= Beginning of Section =

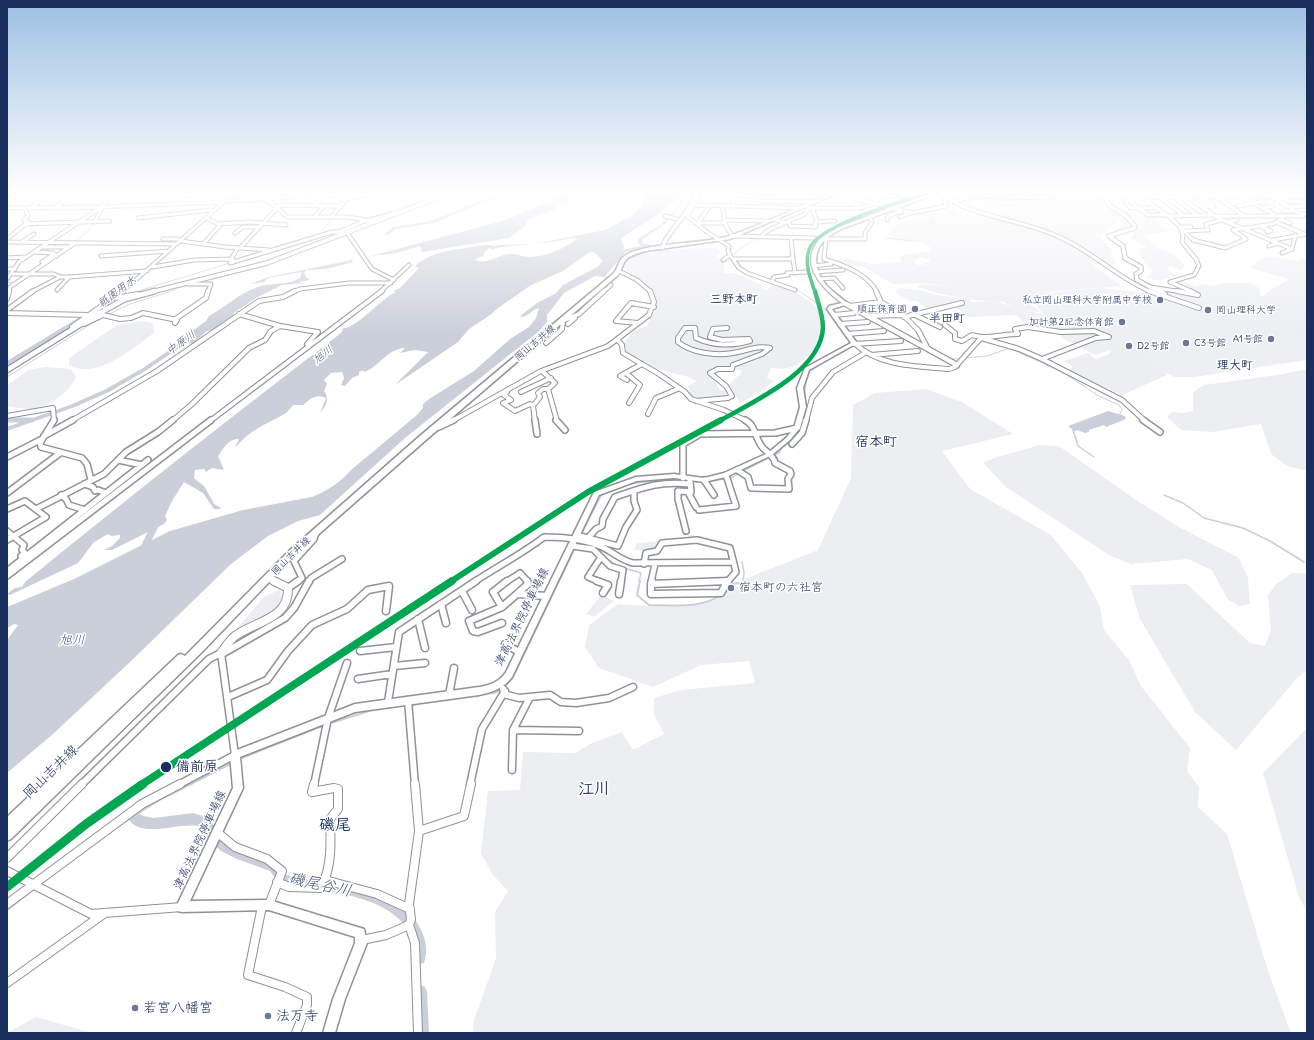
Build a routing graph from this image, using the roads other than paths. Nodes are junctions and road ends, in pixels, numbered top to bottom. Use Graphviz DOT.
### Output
graph roads {
  1 [pos="791,238"];
  2 [pos="27,239"];
  3 [pos="54,239"];
  4 [pos="163,239"];
  5 [pos="208,239"];
  6 [pos="248,239"];
  7 [pos="312,239"];
  8 [pos="332,239"];
  9 [pos="351,239"];
  10 [pos="666,239"];
  11 [pos="722,239"];
  12 [pos="820,239"];
  13 [pos="824,239"];
  14 [pos="865,239"];
  15 [pos="1062,239"];
  16 [pos="1113,239"];
  17 [pos="1182,239"];
  18 [pos="1191,239"];
  19 [pos="1245,239"];
  20 [pos="1268,239"];
  21 [pos="1283,239"];
  22 [pos="1295,239"];
  23 [pos="179,240"];
  24 [pos="716,240"];
  25 [pos="1272,240"];
  26 [pos="7,241"];
  27 [pos="22,242"];
  28 [pos="47,243"];
  29 [pos="75,243"];
  30 [pos="204,243"];
  31 [pos="1278,243"];
  32 [pos="145,244"];
  33 [pos="175,244"];
  34 [pos="1269,246"];
  35 [pos="42,247"];
  36 [pos="70,247"];
  37 [pos="239,248"];
  38 [pos="662,248"];
  39 [pos="1292,249"];
  40 [pos="138,250"];
  41 [pos="168,251"];
  42 [pos="270,251"];
  43 [pos="34,252"];
  44 [pos="1282,253"];
  45 [pos="56,255"];
  46 [pos="730,255"];
  47 [pos="101,256"];
  48 [pos="27,257"];
  49 [pos="7,258"];
  50 [pos="231,259"];
  51 [pos="735,259"];
  52 [pos="786,259"];
  53 [pos="723,260"];
  54 [pos="42,262"];
  55 [pos="831,264"];
  56 [pos="409,265"];
  57 [pos="815,266"];
  58 [pos="15,267"];
  59 [pos="152,267"];
  60 [pos="8,269"];
  61 [pos="843,270"];
  62 [pos="619,271"];
  63 [pos="145,272"];
  64 [pos="816,272"];
  65 [pos="795,273"];
  66 [pos="13,274"];
  67 [pos="30,274"];
  68 [pos="60,277"];
  69 [pos="69,277"];
  70 [pos="7,279"];
  71 [pos="821,279"];
  72 [pos="773,281"];
  73 [pos="393,282"];
  74 [pos="188,284"];
  75 [pos="611,285"];
  76 [pos="1150,287"];
  77 [pos="843,288"];
  78 [pos="57,290"];
  79 [pos="795,290"];
  80 [pos="145,294"];
  81 [pos="117,297"];
  82 [pos="7,299"];
  83 [pos="881,302"];
  84 [pos="962,303"];
  85 [pos="850,305"];
  86 [pos="654,308"];
  87 [pos="7,311"];
  88 [pos="239,314"];
  89 [pos="854,314"];
  90 [pos="912,314"];
  91 [pos="86,315"];
  92 [pos="834,315"];
  93 [pos="869,316"];
  94 [pos="904,316"];
  95 [pos="564,322"];
  96 [pos="868,322"];
  97 [pos="638,323"];
  98 [pos="840,324"];
  99 [pos="280,326"];
  100 [pos="945,326"];
  101 [pos="940,327"];
  102 [pos="727,328"];
  103 [pos="71,330"];
  104 [pos="884,331"];
  105 [pos="66,333"];
  106 [pos="847,334"];
  107 [pos="981,338"];
  108 [pos="618,340"];
  109 [pos="901,341"];
  110 [pos="546,343"];
  111 [pos="853,344"];
  112 [pos="929,349"];
  113 [pos="301,351"];
  114 [pos="918,351"];
  115 [pos="867,354"];
  116 [pos="1042,359"];
  117 [pos="642,364"];
  118 [pos="957,365"];
  119 [pos="7,370"];
  120 [pos="542,371"];
  121 [pos="626,373"];
  122 [pos="551,378"];
  123 [pos="627,380"];
  124 [pos="510,388"];
  125 [pos="680,388"];
  126 [pos="548,389"];
  127 [pos="521,392"];
  128 [pos="812,398"];
  129 [pos="696,401"];
  130 [pos="806,402"];
  131 [pos="629,403"];
  132 [pos="533,406"];
  133 [pos="809,412"];
  134 [pos="648,414"];
  135 [pos="7,416"];
  136 [pos="800,425"];
  137 [pos="433,429"];
  138 [pos="566,430"];
  139 [pos="1160,432"];
  140 [pos="756,433"];
  141 [pos="536,434"];
  142 [pos="43,437"];
  143 [pos="792,444"];
  144 [pos="60,453"];
  145 [pos="772,455"];
  146 [pos="7,457"];
  147 [pos="118,460"];
  148 [pos="148,460"];
  149 [pos="142,465"];
  150 [pos="739,471"];
  151 [pos="727,477"];
  152 [pos="91,480"];
  153 [pos="689,481"];
  154 [pos="705,481"];
  155 [pos="84,484"];
  156 [pos="634,491"];
  157 [pos="688,492"];
  158 [pos="7,493"];
  159 [pos="106,493"];
  160 [pos="61,495"];
  161 [pos="714,495"];
  162 [pos="7,509"];
  163 [pos="36,509"];
  164 [pos="85,510"];
  165 [pos="7,531"];
  166 [pos="686,531"];
  167 [pos="317,532"];
  168 [pos="14,536"];
  169 [pos="7,540"];
  170 [pos="579,541"];
  171 [pos="601,557"];
  172 [pos="342,559"];
  173 [pos="733,562"];
  174 [pos="644,564"];
  175 [pos="655,564"];
  176 [pos="9,569"];
  177 [pos="7,576"];
  178 [pos="268,578"];
  179 [pos="727,582"];
  180 [pos="651,584"];
  181 [pos="288,588"];
  182 [pos="462,591"];
  183 [pos="603,593"];
  184 [pos="517,594"];
  185 [pos="619,594"];
  186 [pos="547,596"];
  187 [pos="441,604"];
  188 [pos="502,607"];
  189 [pos="472,610"];
  190 [pos="386,611"];
  191 [pos="418,619"];
  192 [pos="502,622"];
  193 [pos="446,623"];
  194 [pos="505,644"];
  195 [pos="396,647"];
  196 [pos="425,648"];
  197 [pos="360,652"];
  198 [pos="519,652"];
  199 [pos="221,654"];
  200 [pos="346,663"];
  201 [pos="425,663"];
  202 [pos="394,666"];
  203 [pos="454,668"];
  204 [pos="392,674"];
  205 [pos="358,679"];
  206 [pos="633,687"];
  207 [pos="503,688"];
  208 [pos="449,695"];
  209 [pos="228,697"];
  210 [pos="530,697"];
  211 [pos="388,702"];
  212 [pos="408,703"];
  213 [pos="327,722"];
  214 [pos="513,730"];
  215 [pos="579,731"];
  216 [pos="236,758"];
  217 [pos="512,770"];
  218 [pos="7,826"];
  219 [pos="419,830"];
  220 [pos="7,835"];
  221 [pos="217,837"];
  222 [pos="7,858"];
  223 [pos="7,871"];
  224 [pos="278,877"];
  225 [pos="324,883"];
  226 [pos="36,886"];
  227 [pos="7,904"];
  228 [pos="265,905"];
  229 [pos="182,907"];
  230 [pos="410,909"];
  231 [pos="106,912"];
  232 [pos="410,923"];
  233 [pos="362,940"];
  234 [pos="7,983"];
  235 [pos="296,1033"];
  236 [pos="329,1033"];
  237 [pos="418,1033"];
  1 -- 52 [label="street"];
  2 -- 27 [label="street"];
  3 -- 28 [label="street"];
  4 -- 23 [label="street"];
  5 -- 30 [label="street"];
  6 -- 37 [label="street"];
  7 -- 42 [label="street"];
  8 -- 74 [label="street"];
  9 -- 73 [label="street"];
  10 -- 38 [label="street"];
  11 -- 24 [label="main road, 岡山吉井線"];
  12 -- 13 [label="street"];
  13 -- 14 [label="street"];
  13 -- 57 [label="main road"];
  13 -- 83 [label="street"];
  15 -- 76 [label="street"];
  16 -- 76 [label="street"];
  17 -- 76 [label="street"];
  18 -- 19 [label="street"];
  20 -- 25 [label="street"];
  21 -- 25 [label="street"];
  22 -- 39 [label="street"];
  23 -- 30 [label="street"];
  23 -- 33 [label="street"];
  24 -- 38 [label="main road, 岡山吉井線"];
  24 -- 46 [label="street"];
  25 -- 31 [label="street"];
  26 -- 27 [label="street"];
  27 -- 28 [label="street"];
  28 -- 29 [label="street"];
  28 -- 35 [label="street"];
  29 -- 32 [label="street"];
  29 -- 36 [label="street"];
  30 -- 37 [label="street"];
  31 -- 34 [label="street"];
  31 -- 39 [label="street"];
  32 -- 33 [label="street"];
  32 -- 40 [label="street"];
  33 -- 41 [label="street"];
  35 -- 36 [label="street"];
  35 -- 43 [label="street"];
  36 -- 45 [label="street"];
  37 -- 42 [label="street"];
  37 -- 50 [label="street"];
  38 -- 62 [label="main road, 岡山吉井線"];
  39 -- 44 [label="street"];
  41 -- 47 [label="street"];
  41 -- 59 [label="street"];
  42 -- 50 [label="street"];
  43 -- 45 [label="street"];
  43 -- 48 [label="street"];
  45 -- 54 [label="street"];
  45 -- 67 [label="street"];
  46 -- 51 [label="street"];
  46 -- 53 [label="street"];
  48 -- 49 [label="street"];
  48 -- 58 [label="street"];
  50 -- 59 [label="street"];
  51 -- 52 [label="street"];
  51 -- 72 [label="street"];
  52 -- 65 [label="street"];
  55 -- 57 [label="street"];
  56 -- 73 [label="street"];
  57 -- 64 [label="main road"];
  58 -- 60 [label="street"];
  58 -- 66 [label="street"];
  59 -- 63 [label="street"];
  61 -- 64 [label="street"];
  62 -- 86 [label="street"];
  62 -- 95 [label="main road, 岡山吉井線"];
  63 -- 69 [label="street"];
  63 -- 81 [label="street"];
  64 -- 65 [label="street"];
  64 -- 71 [label="main road"];
  65 -- 72 [label="street"];
  66 -- 67 [label="street"];
  66 -- 70 [label="street"];
  67 -- 68 [label="street"];
  67 -- 82 [label="street"];
  68 -- 69 [label="street"];
  68 -- 87 [label="street"];
  69 -- 78 [label="street"];
  71 -- 77 [label="street"];
  71 -- 85 [label="main road"];
  72 -- 79 [label="street"];
  73 -- 88 [label="street"];
  73 -- 113 [label="street"];
  74 -- 80 [label="street"];
  74 -- 103 [label="street"];
  75 -- 95 [label="street"];
  80 -- 81 [label="street"];
  80 -- 103 [label="street"];
  81 -- 91 [label="street"];
  83 -- 85 [label="street"];
  83 -- 94 [label="street"];
  84 -- 90 [label="street"];
  85 -- 92 [label="main road"];
  85 -- 93 [label="street"];
  86 -- 97 [label="street"];
  86 -- 97 [label="street"];
  87 -- 91 [label="street"];
  88 -- 99 [label="street"];
  88 -- 142 [label="street"];
  89 -- 92 [label="street"];
  90 -- 94 [label="street"];
  90 -- 101 [label="street"];
  91 -- 105 [label="street"];
  92 -- 98 [label="main road"];
  93 -- 94 [label="street"];
  93 -- 112 [label="street"];
  94 -- 112 [label="street"];
  95 -- 110 [label="street"];
  95 -- 137 [label="main road, 岡山吉井線"];
  96 -- 98 [label="street"];
  97 -- 108 [label="street"];
  98 -- 106 [label="main road"];
  99 -- 113 [label="street"];
  99 -- 147 [label="street"];
  100 -- 107 [label="street"];
  102 -- 129 [label="street"];
  103 -- 105 [label="street"];
  104 -- 106 [label="street"];
  105 -- 119 [label="street"];
  106 -- 111 [label="main road"];
  107 -- 116 [label="street"];
  107 -- 116 [label="street"];
  107 -- 118 [label="street"];
  108 -- 117 [label="street"];
  108 -- 120 [label="street"];
  109 -- 111 [label="street"];
  111 -- 115 [label="street"];
  111 -- 130 [label="main road"];
  112 -- 118 [label="street"];
  113 -- 177 [label="street"];
  114 -- 115 [label="street"];
  115 -- 118 [label="street"];
  115 -- 128 [label="street"];
  116 -- 139 [label="street"];
  117 -- 121 [label="street"];
  117 -- 125 [label="street"];
  120 -- 122 [label="street"];
  120 -- 124 [label="street"];
  121 -- 123 [label="street"];
  121 -- 131 [label="street"];
  122 -- 126 [label="street"];
  122 -- 127 [label="street"];
  124 -- 132 [label="street"];
  124 -- 137 [label="street"];
  125 -- 129 [label="street"];
  125 -- 134 [label="street"];
  126 -- 132 [label="street"];
  126 -- 138 [label="street"];
  128 -- 130 [label="street"];
  128 -- 133 [label="street"];
  129 -- 140 [label="street"];
  130 -- 133 [label="street"];
  130 -- 136 [label="main road"];
  132 -- 141 [label="street"];
  133 -- 136 [label="street"];
  135 -- 142 [label="street"];
  136 -- 140 [label="street"];
  136 -- 143 [label="street"];
  136 -- 145 [label="main road, 津高法界院停車場線"];
  137 -- 167 [label="main road, 岡山吉井線"];
  140 -- 145 [label="street"];
  140 -- 153 [label="street"];
  142 -- 144 [label="street"];
  142 -- 146 [label="street"];
  144 -- 152 [label="street"];
  144 -- 158 [label="street"];
  145 -- 150 [label="main road, 津高法界院停車場線"];
  145 -- 150 [label="street"];
  147 -- 149 [label="street"];
  147 -- 152 [label="street"];
  148 -- 149 [label="street"];
  149 -- 159 [label="street"];
  150 -- 151 [label="main road, 津高法界院停車場線"];
  151 -- 154 [label="main road, 津高法界院停車場線"];
  151 -- 157 [label="street"];
  152 -- 155 [label="street"];
  153 -- 154 [label="main road, 津高法界院停車場線"];
  153 -- 156 [label="street"];
  153 -- 157 [label="street"];
  153 -- 170 [label="main road, 津高法界院停車場線"];
  154 -- 161 [label="street"];
  155 -- 159 [label="street"];
  155 -- 160 [label="street"];
  156 -- 170 [label="street"];
  156 -- 170 [label="street"];
  157 -- 166 [label="street"];
  159 -- 164 [label="street"];
  160 -- 163 [label="street"];
  160 -- 164 [label="street"];
  162 -- 163 [label="street"];
  163 -- 168 [label="street"];
  164 -- 176 [label="street"];
  165 -- 168 [label="street"];
  167 -- 178 [label="main road, 岡山吉井線"];
  167 -- 181 [label="street"];
  168 -- 169 [label="street"];
  168 -- 176 [label="street"];
  170 -- 171 [label="street"];
  170 -- 174 [label="street"];
  170 -- 182 [label="street"];
  170 -- 186 [label="main road, 津高法界院停車場線"];
  171 -- 183 [label="street"];
  171 -- 185 [label="street"];
  172 -- 199 [label="street"];
  173 -- 174 [label="street"];
  173 -- 175 [label="street"];
  173 -- 179 [label="street"];
  174 -- 175 [label="street"];
  175 -- 180 [label="street"];
  178 -- 181 [label="street"];
  178 -- 218 [label="main road, 岡山吉井線"];
  178 -- 220 [label="main road, 岡山吉井線"];
  179 -- 180 [label="street"];
  179 -- 180 [label="street"];
  181 -- 199 [label="street"];
  182 -- 187 [label="street"];
  182 -- 189 [label="street"];
  184 -- 186 [label="street"];
  184 -- 188 [label="street"];
  184 -- 188 [label="street"];
  186 -- 198 [label="main road, 津高法界院停車場線"];
  187 -- 191 [label="street"];
  187 -- 193 [label="street"];
  188 -- 192 [label="street"];
  190 -- 209 [label="street"];
  191 -- 195 [label="street"];
  191 -- 196 [label="street"];
  194 -- 198 [label="street"];
  195 -- 197 [label="street"];
  195 -- 202 [label="street"];
  198 -- 207 [label="main road, 津高法界院停車場線"];
  199 -- 209 [label="street"];
  199 -- 222 [label="street"];
  200 -- 213 [label="street"];
  201 -- 202 [label="street"];
  202 -- 204 [label="street"];
  203 -- 208 [label="street"];
  204 -- 205 [label="street"];
  204 -- 211 [label="street"];
  206 -- 210 [label="street"];
  207 -- 208 [label="main road, 津高法界院停車場線"];
  207 -- 210 [label="street"];
  207 -- 219 [label="street"];
  208 -- 212 [label="main road, 津高法界院停車場線"];
  209 -- 216 [label="street"];
  210 -- 214 [label="street"];
  211 -- 212 [label="main road, 津高法界院停車場線"];
  211 -- 213 [label="main road, 津高法界院停車場線"];
  212 -- 219 [label="street"];
  213 -- 216 [label="main road, 津高法界院停車場線"];
  213 -- 225 [label="street"];
  214 -- 215 [label="street"];
  214 -- 217 [label="street"];
  216 -- 221 [label="main road, 津高法界院停車場線"];
  216 -- 226 [label="street"];
  219 -- 230 [label="street"];
  221 -- 224 [label="street"];
  221 -- 229 [label="main road, 津高法界院停車場線"];
  223 -- 226 [label="street"];
  224 -- 225 [label="street"];
  224 -- 228 [label="street"];
  225 -- 230 [label="street"];
  226 -- 227 [label="street"];
  226 -- 231 [label="street"];
  228 -- 229 [label="main road, 津高法界院停車場線"];
  228 -- 233 [label="main road, 津高法界院停車場線"];
  228 -- 235 [label="street"];
  229 -- 231 [label="street"];
  230 -- 232 [label="street"];
  231 -- 234 [label="street"];
  232 -- 233 [label="street"];
  232 -- 237 [label="street"];
  233 -- 236 [label="main road"];
}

= End of Section =

_Your task_: Look through the records and gather every line containing "graph".

_Result of the task_:
Build a routing graph from this image, using the roads other than paths. Nodes are junctions and road ends, in pixels, numbered top to bottom. Use Graphviz DOT.
graph roads {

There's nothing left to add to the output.